Britt doesn't think there's a risk of misinforming people about long COVID, because after all, these modded games are still works of fantasy - they might offer useful insights with a view to cultivating empathy, but there's no pretence of being directly factual. "We feel the mods do a good job at informing a new audience by using analogies and languages from a world that is familiar to them. They give us a way to show some of the things we feel, like exertion intolerance, which is one of the main symptoms and difficult to understand if you don't experience it. The mods also let us highlight some of the lesser-known symptoms like the different effects of cognitive dysfunction and gastrointestinal problems. As the mods are a part of virtual characters, it is obvious that the information is not trying to challenge clinical descriptions and medical advice.
"All the mods are based on the effects, attributes, and items that are already available in the games. For example, in the Elden Ring Long COVID Mode, [the representation of] post-exertional malaise borrows from the already existing Madness animation. Players and their followers do understand this. They do realise that we are just repurposing their games in a creative manner to educate them about something that they otherwise would never stumble upon."

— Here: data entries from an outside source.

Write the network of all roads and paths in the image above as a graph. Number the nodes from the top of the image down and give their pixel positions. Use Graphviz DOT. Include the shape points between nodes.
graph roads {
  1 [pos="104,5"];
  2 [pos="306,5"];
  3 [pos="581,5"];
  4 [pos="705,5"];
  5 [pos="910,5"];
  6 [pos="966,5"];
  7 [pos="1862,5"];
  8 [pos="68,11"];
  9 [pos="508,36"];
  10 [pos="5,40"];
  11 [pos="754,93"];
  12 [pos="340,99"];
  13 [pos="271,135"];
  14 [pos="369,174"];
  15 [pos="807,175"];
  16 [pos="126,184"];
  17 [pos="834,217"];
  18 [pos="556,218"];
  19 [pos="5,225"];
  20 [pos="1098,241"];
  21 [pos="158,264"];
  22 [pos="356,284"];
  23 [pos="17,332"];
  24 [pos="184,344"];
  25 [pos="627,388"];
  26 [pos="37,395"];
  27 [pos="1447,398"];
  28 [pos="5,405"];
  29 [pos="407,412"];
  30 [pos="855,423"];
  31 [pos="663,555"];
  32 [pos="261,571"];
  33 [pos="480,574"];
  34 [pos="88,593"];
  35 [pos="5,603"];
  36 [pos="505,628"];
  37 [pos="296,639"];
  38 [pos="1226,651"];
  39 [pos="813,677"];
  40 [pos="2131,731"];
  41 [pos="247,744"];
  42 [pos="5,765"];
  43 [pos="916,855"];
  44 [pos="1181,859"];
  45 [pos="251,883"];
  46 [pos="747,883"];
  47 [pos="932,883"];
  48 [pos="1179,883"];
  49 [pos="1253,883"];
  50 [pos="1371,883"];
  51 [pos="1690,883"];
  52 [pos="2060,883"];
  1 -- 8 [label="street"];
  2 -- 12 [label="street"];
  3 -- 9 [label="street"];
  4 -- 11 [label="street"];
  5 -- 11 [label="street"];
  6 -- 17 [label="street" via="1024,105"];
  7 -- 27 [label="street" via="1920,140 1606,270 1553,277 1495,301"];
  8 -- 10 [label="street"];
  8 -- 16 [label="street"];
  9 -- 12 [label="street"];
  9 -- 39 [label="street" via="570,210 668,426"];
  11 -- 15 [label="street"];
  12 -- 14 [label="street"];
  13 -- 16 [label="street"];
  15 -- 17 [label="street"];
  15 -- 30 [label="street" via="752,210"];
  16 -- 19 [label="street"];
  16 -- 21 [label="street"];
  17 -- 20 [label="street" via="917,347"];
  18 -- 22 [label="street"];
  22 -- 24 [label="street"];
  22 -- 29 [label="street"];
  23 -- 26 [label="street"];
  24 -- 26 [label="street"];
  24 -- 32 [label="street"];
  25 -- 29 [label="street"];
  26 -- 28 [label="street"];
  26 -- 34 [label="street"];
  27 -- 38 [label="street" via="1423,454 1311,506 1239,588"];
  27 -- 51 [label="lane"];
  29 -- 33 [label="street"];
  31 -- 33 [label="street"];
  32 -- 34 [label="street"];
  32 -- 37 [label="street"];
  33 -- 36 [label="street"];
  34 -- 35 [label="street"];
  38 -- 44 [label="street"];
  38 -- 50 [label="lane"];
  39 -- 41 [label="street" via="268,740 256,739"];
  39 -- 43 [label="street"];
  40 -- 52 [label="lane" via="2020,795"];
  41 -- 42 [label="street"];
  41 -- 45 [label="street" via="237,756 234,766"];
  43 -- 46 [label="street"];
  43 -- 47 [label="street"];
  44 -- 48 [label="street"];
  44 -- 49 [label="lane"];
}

It's vital for long COVID support groups to broach the subject more inventively, Britt goes on, given how desensitised people are to talk of COVID in general after years of lockdowns and media coverage. "I think we have to think in different ways, and not see it as a negative to have a playful approach. One of my favourite games before I had COVID was Pandemic. It's a game where you infect the world as a virus. And you have to think like the virus to be able to do this. It's not that funny any more, after the pandemic! I thought this is crazy, you know - to have that kind of game, but it [can also be] strategic. At the end of the day, this is an experience that gets the message across, it's a tool. The means are justified if the result is there, and I think we've reached new people who've never been affected by it."
Making people aware of the risk of long COVID is as important now as it was during the early years of the pandemic, when infections were spiking across the world. After several waves of vaccinations, case numbers have fallen dramatically and the immediate effects of catching the dominant strains of COVID are broadly less severe than they were in 2020, though the situation varies enormously by region. But several studies suggest that repeatedly contracting the virus can have terrible consequences, as each infection raises the odds of developing lasting symptoms.
"If you're reinfected four or five times, that's when some of the younger people get it, and more men," Britt says. "There's just more people affected now. And they're completely not aware of this, they didn't even know this existed. Or they think, 'I never got long COVID the first few times I was infected, so I will never get it'. And they're shocked. They're young guys, and they simply don't know what's happening - sporty people as well.
"We are failing to get the message across that this is really dangerous. You don't want this. You don't want to take the risk. If people knew - if I had known, I would have protected myself, of course. But you can't get that message across just by telling people that you get fatigued."